Activity: Your response must be made up of each line in the data below that contains the string "nodes".

Information supplied:
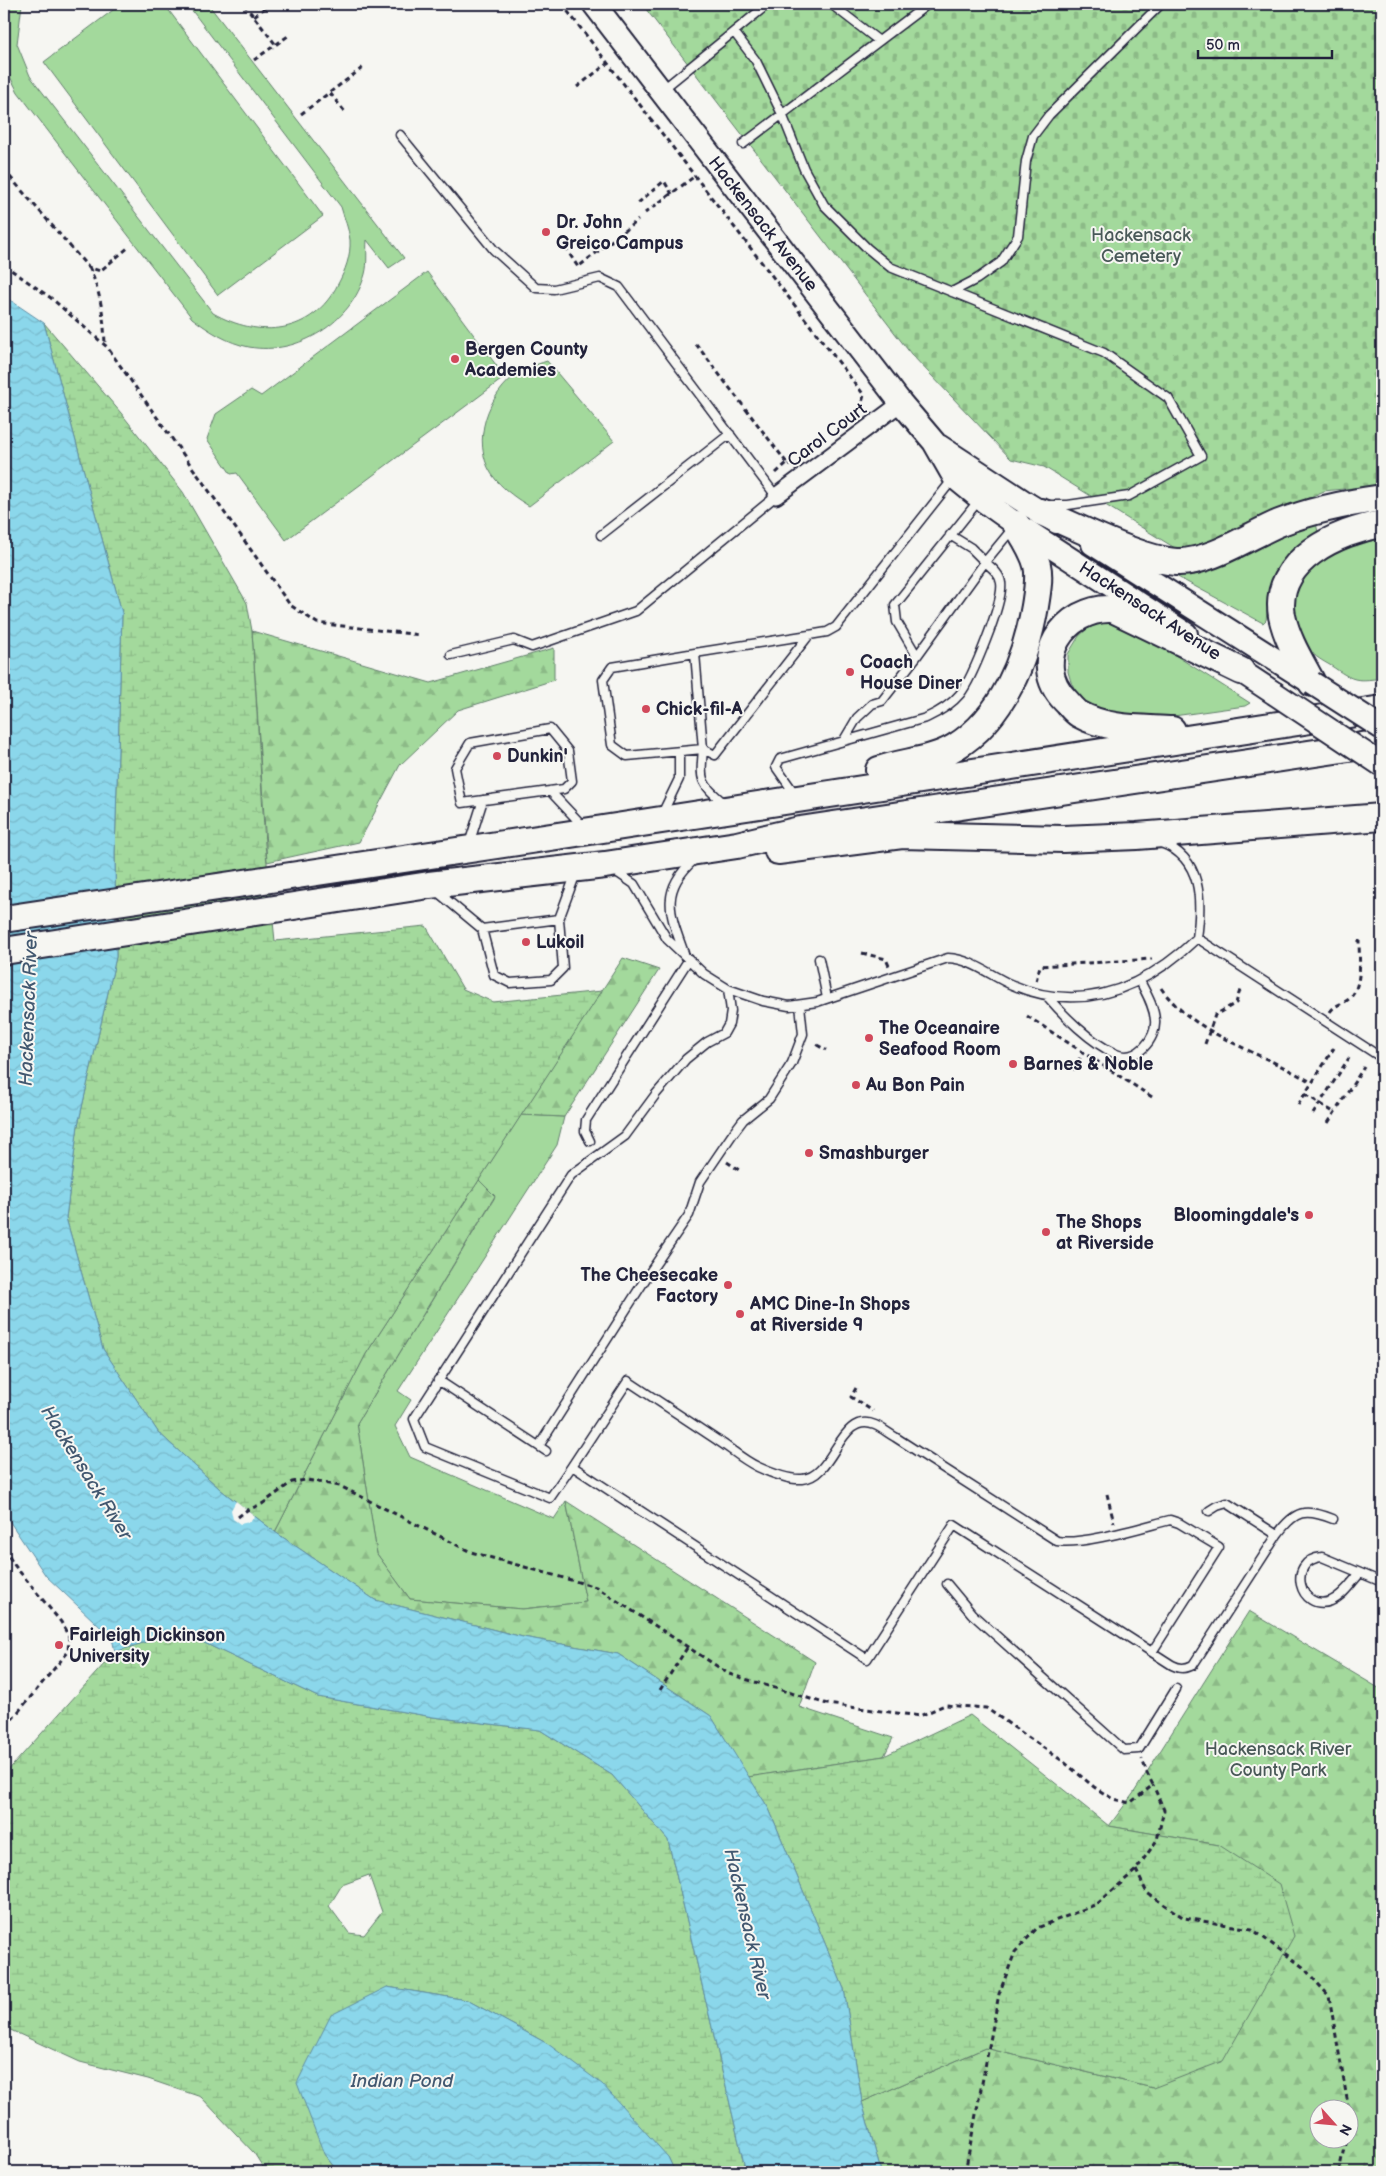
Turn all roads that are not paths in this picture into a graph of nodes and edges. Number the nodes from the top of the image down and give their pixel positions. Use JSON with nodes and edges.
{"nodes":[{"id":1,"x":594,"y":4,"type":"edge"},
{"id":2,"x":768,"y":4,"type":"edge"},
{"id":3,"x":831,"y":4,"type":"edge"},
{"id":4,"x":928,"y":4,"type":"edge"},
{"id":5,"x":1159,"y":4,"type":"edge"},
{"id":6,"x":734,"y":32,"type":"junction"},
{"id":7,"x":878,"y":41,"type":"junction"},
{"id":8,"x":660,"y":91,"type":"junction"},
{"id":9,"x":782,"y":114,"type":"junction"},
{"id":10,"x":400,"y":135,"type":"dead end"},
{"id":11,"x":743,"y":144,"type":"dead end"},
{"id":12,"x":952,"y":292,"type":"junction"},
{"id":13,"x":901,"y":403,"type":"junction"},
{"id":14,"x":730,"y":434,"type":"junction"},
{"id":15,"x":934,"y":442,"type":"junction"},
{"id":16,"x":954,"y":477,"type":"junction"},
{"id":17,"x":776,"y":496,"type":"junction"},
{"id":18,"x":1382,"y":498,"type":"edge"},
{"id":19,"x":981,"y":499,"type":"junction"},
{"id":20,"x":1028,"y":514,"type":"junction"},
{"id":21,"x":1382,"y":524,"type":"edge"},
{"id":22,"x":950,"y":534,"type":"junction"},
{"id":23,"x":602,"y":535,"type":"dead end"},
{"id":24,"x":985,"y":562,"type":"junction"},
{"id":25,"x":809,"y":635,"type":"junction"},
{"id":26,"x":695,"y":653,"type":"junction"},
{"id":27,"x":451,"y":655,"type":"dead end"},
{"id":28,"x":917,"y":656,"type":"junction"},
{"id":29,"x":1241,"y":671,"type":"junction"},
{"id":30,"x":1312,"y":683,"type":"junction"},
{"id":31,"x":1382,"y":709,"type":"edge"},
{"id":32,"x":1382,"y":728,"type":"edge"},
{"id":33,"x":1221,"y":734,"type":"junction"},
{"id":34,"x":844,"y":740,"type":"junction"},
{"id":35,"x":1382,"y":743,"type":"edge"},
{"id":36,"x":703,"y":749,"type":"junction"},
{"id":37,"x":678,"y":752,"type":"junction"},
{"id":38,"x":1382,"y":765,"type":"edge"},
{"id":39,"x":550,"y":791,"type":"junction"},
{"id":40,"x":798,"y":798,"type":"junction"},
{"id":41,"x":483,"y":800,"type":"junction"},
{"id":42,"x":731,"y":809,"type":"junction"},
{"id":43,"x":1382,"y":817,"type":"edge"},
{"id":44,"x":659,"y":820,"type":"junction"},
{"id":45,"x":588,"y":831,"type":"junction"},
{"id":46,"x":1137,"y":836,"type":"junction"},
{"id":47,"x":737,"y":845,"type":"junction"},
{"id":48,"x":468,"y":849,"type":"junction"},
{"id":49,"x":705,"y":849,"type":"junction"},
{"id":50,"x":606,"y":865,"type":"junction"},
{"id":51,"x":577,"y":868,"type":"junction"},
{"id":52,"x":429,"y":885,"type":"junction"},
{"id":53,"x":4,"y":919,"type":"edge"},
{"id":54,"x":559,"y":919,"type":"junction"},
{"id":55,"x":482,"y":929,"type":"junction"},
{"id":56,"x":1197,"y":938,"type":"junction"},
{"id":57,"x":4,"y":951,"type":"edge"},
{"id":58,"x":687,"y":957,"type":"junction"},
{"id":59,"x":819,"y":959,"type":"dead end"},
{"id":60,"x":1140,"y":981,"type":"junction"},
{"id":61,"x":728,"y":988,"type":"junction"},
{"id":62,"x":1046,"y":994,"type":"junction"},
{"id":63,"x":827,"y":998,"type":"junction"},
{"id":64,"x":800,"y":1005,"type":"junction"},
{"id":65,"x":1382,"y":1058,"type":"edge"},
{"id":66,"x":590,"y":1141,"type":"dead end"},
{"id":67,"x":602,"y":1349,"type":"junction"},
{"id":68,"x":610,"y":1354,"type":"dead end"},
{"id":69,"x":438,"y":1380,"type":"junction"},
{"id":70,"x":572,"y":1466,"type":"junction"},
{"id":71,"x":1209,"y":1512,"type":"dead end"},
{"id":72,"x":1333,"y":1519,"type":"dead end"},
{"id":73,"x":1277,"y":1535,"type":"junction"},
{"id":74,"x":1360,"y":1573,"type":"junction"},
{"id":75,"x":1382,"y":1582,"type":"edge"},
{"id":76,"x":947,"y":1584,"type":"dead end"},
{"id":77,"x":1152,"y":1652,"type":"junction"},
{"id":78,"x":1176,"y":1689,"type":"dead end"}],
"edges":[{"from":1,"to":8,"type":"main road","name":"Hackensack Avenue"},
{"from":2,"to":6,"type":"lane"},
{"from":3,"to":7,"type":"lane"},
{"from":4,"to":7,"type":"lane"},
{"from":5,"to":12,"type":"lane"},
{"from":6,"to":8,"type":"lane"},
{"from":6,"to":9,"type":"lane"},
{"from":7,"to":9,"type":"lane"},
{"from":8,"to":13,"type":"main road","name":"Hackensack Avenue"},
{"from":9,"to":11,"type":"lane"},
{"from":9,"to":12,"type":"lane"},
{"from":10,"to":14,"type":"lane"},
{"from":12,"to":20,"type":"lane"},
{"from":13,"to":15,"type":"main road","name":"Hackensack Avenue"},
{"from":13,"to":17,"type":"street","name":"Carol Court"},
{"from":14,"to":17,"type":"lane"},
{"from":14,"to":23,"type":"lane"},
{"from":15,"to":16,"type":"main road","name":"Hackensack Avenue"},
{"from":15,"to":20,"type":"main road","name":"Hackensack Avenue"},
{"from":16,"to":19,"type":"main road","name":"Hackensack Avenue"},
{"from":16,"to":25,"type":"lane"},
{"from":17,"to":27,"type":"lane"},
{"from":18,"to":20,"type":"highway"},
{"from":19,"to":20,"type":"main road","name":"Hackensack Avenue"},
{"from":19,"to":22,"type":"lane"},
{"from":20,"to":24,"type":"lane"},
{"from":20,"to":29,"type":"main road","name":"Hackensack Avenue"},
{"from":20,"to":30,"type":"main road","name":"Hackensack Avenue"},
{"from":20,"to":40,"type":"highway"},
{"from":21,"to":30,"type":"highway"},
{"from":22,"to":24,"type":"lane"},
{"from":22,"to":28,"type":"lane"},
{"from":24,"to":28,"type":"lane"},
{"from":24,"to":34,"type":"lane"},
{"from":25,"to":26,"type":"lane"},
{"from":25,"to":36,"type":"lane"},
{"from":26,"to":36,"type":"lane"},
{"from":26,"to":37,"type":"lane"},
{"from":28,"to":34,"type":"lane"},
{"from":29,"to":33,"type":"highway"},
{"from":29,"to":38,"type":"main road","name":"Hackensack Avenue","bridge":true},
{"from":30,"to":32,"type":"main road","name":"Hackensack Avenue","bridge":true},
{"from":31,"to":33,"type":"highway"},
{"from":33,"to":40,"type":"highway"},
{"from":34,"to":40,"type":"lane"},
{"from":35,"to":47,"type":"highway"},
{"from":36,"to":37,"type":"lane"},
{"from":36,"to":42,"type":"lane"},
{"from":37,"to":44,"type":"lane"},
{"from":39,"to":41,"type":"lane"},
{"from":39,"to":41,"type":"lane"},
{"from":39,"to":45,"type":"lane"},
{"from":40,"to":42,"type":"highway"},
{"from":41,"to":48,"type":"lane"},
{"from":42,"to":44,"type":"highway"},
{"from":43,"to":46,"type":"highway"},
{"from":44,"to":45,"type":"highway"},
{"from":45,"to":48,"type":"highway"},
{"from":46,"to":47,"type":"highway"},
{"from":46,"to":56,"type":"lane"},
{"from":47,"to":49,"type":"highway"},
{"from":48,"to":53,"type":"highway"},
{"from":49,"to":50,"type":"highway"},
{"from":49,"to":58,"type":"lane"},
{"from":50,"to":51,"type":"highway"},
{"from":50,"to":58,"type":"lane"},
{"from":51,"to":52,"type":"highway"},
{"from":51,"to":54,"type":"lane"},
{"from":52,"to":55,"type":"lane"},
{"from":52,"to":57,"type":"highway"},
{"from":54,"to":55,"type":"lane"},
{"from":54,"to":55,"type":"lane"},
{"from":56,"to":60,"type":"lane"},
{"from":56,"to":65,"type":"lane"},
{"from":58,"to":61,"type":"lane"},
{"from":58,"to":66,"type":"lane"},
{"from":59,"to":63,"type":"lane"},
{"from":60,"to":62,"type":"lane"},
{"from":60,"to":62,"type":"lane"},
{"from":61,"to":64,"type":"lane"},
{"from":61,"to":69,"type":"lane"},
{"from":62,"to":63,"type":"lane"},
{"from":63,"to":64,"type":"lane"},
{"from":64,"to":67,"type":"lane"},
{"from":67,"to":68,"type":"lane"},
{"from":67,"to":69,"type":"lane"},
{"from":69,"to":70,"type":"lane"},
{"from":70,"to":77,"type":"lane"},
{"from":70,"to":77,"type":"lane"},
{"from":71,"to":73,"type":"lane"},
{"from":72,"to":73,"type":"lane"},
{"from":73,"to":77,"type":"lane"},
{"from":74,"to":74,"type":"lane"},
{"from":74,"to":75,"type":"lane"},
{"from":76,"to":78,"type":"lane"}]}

Response:
Turn all roads that are not paths in this picture into a graph of nodes and edges. Number the nodes from the top of the image down and give their pixel positions. Use JSON with nodes and edges.
{"nodes":[{"id":1,"x":594,"y":4,"type":"edge"},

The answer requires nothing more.